Unix is among the oldest and most reliable operating systems. Developed in the late 1960s and early '70s at AT&T's Bell Laboratories, Unix was never seen as a cash cow for Ma Bell.
In fact, AT&T liberally licensed it to several companies and shared it with universities for educational purposes. Companies created their own flavors of AT&T's Unix, called System V, and rebranded them with names like IBM's AIX, Hewlett-Packard's UX and Sun Microsystems' Solaris.
AT&T granted IBM a Unix license in 1985. Eight years later, Novell acquired AT&T's Unix property.
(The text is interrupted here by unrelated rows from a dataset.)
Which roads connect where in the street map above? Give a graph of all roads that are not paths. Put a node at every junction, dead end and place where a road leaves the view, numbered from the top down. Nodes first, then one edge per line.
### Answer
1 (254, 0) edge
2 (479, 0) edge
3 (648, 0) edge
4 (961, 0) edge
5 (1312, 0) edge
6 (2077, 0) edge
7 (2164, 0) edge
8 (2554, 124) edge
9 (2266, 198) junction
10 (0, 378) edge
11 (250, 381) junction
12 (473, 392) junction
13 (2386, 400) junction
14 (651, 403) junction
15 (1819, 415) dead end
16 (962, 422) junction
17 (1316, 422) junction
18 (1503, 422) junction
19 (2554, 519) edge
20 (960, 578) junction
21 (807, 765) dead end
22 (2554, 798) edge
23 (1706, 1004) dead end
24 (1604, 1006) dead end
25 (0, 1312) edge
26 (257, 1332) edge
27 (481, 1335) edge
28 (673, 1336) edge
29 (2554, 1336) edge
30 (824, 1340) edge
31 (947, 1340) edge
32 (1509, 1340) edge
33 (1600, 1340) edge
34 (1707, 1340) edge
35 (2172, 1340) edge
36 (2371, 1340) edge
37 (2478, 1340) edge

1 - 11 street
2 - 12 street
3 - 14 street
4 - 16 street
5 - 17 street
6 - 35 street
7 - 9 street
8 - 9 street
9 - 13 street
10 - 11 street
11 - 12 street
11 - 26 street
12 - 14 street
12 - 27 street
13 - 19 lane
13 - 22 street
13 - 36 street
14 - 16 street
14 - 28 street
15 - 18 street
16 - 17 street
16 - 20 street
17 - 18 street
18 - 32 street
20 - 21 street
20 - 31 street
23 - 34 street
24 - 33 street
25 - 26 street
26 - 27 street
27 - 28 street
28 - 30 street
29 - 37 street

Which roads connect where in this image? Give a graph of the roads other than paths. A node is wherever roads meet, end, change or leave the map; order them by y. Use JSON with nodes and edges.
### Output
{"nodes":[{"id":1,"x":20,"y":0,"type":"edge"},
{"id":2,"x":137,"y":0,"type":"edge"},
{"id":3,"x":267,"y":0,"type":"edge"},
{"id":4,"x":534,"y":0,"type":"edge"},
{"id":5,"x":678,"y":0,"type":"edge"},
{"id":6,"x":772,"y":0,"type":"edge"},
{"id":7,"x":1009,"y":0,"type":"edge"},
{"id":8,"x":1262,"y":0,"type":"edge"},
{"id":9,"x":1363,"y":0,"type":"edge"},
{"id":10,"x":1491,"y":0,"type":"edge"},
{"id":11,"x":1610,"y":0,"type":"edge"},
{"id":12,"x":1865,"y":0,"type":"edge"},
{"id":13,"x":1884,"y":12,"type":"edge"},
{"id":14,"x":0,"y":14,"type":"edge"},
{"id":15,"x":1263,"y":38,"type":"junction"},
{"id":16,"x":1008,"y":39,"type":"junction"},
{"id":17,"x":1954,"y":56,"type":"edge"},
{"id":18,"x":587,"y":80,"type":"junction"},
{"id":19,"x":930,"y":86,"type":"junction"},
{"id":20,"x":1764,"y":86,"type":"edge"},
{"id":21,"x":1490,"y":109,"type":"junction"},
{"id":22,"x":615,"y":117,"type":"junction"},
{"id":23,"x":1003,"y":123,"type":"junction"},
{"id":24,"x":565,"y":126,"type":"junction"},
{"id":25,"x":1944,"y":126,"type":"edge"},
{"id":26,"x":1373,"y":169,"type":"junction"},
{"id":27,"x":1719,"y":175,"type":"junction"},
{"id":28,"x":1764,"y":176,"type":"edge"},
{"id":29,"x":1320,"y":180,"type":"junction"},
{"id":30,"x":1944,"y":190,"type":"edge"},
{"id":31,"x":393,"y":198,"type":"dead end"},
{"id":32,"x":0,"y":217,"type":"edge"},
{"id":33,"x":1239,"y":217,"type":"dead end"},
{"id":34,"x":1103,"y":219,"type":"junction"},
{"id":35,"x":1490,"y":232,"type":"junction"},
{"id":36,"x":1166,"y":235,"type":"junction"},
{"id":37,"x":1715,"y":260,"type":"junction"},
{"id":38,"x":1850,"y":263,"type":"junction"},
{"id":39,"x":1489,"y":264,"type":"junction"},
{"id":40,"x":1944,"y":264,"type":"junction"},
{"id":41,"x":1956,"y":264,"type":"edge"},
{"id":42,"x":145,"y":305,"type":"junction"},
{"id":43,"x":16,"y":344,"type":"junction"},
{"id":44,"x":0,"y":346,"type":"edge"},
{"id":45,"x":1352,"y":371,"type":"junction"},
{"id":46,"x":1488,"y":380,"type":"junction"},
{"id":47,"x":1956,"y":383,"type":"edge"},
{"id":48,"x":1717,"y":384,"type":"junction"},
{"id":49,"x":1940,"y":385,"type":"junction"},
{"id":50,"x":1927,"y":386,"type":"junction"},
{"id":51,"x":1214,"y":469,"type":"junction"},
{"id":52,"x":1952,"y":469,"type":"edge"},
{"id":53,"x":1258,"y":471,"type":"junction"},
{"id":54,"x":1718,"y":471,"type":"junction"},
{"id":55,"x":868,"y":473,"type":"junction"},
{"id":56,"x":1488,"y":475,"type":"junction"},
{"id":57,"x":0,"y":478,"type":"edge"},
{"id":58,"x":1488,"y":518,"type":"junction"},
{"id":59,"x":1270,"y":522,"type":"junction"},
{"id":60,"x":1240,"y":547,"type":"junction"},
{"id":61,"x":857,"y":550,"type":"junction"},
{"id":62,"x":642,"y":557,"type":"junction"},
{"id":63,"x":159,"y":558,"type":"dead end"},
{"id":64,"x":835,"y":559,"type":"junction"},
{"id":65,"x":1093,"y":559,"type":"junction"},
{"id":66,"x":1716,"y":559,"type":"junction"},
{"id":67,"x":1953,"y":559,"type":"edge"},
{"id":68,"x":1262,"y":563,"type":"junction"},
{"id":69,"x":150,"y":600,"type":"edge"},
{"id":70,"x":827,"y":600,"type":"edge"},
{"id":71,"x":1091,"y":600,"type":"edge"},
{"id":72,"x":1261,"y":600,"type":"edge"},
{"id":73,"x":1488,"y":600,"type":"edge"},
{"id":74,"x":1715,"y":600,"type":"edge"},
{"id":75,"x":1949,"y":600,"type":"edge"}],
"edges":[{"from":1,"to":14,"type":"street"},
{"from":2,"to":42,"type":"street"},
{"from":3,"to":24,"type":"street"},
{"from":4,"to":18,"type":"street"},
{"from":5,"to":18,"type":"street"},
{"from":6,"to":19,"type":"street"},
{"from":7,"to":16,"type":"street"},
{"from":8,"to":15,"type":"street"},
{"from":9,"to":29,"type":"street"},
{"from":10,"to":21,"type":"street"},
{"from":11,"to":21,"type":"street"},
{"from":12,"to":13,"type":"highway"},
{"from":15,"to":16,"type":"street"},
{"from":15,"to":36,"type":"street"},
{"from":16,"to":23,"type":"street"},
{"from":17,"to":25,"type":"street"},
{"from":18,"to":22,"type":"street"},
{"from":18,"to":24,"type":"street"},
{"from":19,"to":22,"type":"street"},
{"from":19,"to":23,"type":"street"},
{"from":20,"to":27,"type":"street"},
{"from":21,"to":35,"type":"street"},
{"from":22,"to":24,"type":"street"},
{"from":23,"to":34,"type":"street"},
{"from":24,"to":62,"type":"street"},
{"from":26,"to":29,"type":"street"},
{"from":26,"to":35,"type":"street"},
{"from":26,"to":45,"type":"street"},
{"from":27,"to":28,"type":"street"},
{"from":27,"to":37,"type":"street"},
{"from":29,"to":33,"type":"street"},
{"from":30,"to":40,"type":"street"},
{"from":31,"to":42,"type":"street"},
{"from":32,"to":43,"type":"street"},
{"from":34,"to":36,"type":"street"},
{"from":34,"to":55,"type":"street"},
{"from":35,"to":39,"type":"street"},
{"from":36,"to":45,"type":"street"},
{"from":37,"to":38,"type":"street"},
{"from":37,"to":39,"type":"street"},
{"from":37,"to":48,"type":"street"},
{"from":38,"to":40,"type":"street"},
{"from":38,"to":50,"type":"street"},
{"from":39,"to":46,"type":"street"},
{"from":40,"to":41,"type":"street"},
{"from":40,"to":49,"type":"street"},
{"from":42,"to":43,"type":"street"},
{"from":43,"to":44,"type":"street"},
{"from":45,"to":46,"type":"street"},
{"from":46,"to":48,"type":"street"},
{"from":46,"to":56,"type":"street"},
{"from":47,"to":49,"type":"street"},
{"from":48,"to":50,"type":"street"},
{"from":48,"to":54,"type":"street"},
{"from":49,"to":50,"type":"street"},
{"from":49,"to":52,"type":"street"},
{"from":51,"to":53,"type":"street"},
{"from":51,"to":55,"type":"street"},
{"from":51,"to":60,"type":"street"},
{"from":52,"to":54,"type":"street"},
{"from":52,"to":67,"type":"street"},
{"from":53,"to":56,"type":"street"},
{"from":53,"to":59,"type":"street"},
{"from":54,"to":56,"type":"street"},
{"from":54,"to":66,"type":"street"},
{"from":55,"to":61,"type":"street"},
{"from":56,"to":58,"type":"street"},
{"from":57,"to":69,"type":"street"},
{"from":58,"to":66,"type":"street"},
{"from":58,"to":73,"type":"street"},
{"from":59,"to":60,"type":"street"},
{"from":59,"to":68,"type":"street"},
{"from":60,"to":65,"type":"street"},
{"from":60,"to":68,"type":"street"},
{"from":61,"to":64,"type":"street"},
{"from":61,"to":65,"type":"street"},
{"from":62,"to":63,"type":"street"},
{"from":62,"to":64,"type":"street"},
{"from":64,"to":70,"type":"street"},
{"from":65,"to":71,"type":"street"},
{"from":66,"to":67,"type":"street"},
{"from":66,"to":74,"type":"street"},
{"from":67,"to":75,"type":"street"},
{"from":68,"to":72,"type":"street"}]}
In 1995, Novell sold the rights to the Santa Cruz Operation.
In 1996, IBM obtained more rights in an agreement - now hotly contested - that included phrases like "irrevocable," "fully paid up" and "perpetual."
Caldera, a mostly unsuccessful Linux distributor that would become today's SCO Group, bought the Santa Cruz Operation's Unix business in 2001. Caldera changed its name to the SCO Group last year and set up a business to protect its newly purchased intellectual property.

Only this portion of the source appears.